Disclaimer: These characters belong to Aaron Sorkin and the other people at NBC. And the song is not mine either.

Show me the meaning of being lonely

By Mer

Part 4

I had talked to C.J. for a while and then I had gone back to work. Luckily, for me Leo was home sick otherwise I might be out of a job. I had again tried to phone Josh but I think his cell phone battery was dead. Either that or he had it off on purpose to avoid getting a call from me. I hoped that his battery was just dead.

I started to feel really sick. I knew that it was morning sickness. I wondered why it was called that since I mostly got sick later in the day. C.J. saw me after one of my trips to the bathroom.

"Donna, are you okay?" She asked as she felt my forehead.

"I'm fine." I assured.

"Really because you feel like you have a fever or something. Josh, would kill me if he were here." C.J. replied.

"I'm fine really." I stated.

"I don't think you are. You had better go home." C.J. ordered.

"I'm fine." I stated a little more gruffly.

"I know why you think you have to stay but I'm not buying it. You are going home and there will be no more discussions about it." C.J. said firmly.

"But I need..." I began.

"When Josh comes back I will assure him that you went home sick and that you were sorry about what you said." C.J. assured.

I was about to leave when I remembered that I no longer drove in a second car. Josh drove us both to work, since it was pointless to take two cars. But we were however living in my apartment as a trade off. I said that I didn't want to live in his and we were planning to look for a bigger one in a couple of weeks.

"Hey Donna, you okay?" Sam asked me as he past my desk.

"I'm sick and C.J. told me to go home, but Josh will be mad if I take the car." I said lamely, not mention the fact that he would be mad that I left period.

"I can give you a ride. I have a couple of meetings on the hill anyway." Sam replied.

"Sam, my apartment is no where near on the way." I protested.

"If you'd rather stay and be sick here..." His voice trailed off.

"Okay, okay, you can take me home." I gave in.
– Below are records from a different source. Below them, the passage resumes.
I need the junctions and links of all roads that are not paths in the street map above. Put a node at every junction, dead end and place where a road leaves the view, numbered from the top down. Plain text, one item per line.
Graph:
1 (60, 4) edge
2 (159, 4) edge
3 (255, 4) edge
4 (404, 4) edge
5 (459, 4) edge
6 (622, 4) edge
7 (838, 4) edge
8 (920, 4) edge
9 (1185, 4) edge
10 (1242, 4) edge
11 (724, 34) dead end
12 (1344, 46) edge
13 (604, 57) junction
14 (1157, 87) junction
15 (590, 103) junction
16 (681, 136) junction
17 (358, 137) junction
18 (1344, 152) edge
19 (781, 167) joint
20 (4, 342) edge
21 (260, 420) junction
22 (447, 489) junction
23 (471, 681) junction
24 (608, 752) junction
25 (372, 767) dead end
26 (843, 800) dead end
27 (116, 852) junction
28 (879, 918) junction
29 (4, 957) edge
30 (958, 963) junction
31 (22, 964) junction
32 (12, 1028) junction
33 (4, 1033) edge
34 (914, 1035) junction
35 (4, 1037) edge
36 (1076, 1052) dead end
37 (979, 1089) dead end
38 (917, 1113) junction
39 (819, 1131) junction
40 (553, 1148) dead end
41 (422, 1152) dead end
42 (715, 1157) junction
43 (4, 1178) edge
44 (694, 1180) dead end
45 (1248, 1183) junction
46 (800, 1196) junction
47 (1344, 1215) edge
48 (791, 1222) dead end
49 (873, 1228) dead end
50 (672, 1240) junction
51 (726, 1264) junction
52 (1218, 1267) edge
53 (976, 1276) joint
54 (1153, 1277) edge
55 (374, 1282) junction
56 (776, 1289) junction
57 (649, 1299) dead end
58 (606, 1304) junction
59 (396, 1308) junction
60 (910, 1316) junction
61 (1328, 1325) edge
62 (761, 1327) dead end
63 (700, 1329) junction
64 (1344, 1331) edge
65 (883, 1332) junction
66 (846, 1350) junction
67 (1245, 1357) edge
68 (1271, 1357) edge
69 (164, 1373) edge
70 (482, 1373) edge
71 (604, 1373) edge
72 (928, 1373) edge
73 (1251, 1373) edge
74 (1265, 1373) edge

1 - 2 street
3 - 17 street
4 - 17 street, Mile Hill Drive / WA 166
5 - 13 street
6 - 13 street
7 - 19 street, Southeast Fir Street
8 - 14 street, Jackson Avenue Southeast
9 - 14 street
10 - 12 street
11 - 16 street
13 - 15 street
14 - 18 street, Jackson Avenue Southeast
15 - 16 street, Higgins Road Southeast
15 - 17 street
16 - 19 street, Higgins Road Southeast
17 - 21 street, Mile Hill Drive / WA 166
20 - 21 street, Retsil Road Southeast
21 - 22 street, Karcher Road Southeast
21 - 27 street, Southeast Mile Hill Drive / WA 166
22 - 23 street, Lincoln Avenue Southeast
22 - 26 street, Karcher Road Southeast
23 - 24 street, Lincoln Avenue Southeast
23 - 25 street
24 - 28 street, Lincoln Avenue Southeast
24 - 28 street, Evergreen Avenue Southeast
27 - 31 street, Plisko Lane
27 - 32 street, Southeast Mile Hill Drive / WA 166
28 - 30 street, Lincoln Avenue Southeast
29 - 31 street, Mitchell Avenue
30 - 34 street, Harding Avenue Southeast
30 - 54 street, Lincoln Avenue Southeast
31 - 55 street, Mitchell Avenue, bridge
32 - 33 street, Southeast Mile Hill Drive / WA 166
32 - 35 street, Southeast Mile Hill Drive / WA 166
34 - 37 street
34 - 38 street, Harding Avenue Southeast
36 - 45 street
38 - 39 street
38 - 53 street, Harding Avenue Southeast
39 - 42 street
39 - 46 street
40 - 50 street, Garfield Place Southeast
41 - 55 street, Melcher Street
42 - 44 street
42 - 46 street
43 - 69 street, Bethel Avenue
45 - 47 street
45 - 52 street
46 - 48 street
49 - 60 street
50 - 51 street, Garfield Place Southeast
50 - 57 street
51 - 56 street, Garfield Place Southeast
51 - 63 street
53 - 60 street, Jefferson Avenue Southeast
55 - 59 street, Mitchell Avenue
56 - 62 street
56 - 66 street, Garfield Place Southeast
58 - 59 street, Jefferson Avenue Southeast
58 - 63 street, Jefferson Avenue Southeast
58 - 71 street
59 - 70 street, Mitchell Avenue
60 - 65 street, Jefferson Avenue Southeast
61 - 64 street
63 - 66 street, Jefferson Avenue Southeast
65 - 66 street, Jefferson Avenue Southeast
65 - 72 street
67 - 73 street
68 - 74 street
I was glad that C.J. promised to talk to Josh for me and let him know that I went home because I was sick and not because I was mad at him. I knew that Josh would worry about me being sick, but I didn't exactly want to tell C.J. or Sam that I was having morning sickness. I had wanted to wait to announce my pregnancy, and now I was glad I had. I didn't need them freaking out about me stressing out.

I did however feel an ache in my heart. What if Josh didn't forgive me? I mean I said that he couldn't feel for anyone but himself, and he pushed his grief over losing his cousin aside to help me. I can be so stupid sometimes and I think it really is because I am a blonde.

Show me the meaning of being lonely
Is this the feeling I need to walk with
Tell me why I can't be there where you are
There's something missing in my heart

"Donna, is everything okay between you and Josh?" Sam asked once we got into his car.

"I don't know." I said as I laid my head back against the headrest.

"Oh okay." Sam replied.

"I was wrong." I said softly.

"Josh loves you." Sam replied absently.

"I know." I replied.

"What was the fight about? What stupid thing did he do now?" Sam asked with a little laugh.

"Sam, please. I don't want to talk about it right now." I asked gently.

"I understand. I know that these things can be pretty personal. I'll leave you alone." Sam replied.

At least I could count on Sam for not pressing me too much. He knew when to leave me alone. Besides, he probably already had ideas on pouncing on Josh when Josh got back. I pitied Josh in that respect, because it was me yelling, but he was going to have do some damage control.

Sam and I rode in silence for a while. The silence was eerie so Sam switched on the radio. I protested at the first heavy rock station that he had on. So Sam went through until he found some soft music.

Show me the meaning of being lonely
Is this the feeling I need to walk with
Tell me why I can't be there where you are
There's something missing in my heart

Show me the meaning of being lonely
Is this the feeling I need to walk with
Tell me why I can't be there where you are
There's something missing in my heart

I started crying again as the song played. Sam looked at me kind of funny. After it was over he turned the radio off. The eerie silence returned. I didn't care anymore. All I wanted to do was talk to Josh.

"I didn't mean to make you start crying again." Sam stated.

"It wasn't your fault." I replied quietly.

"Donna, Josh is my best friend. I hope that you know you can tell me anything that you want to. I swear that my lips are sealed." Sam stated.

I had to laugh at that one. Sam was pretty bad at keeping secrets. Sure, he could keep them for a while but he would eventually be unable to. Usually, he told them to his assistant Cathy and then she would spread them throughout the building. I guess Sam hadn't figured out why no one really told him anything of dire importance anymore.

"I'm not really in the mood to talk right now." I said.

"I hope you die. I hope you get hit by a car or something." Those words just kept playing over and over again in my head. I knew that something horrible was bound to happen, because I had wished it. Little did I know that something had already happened by the time I walked in to my apartment.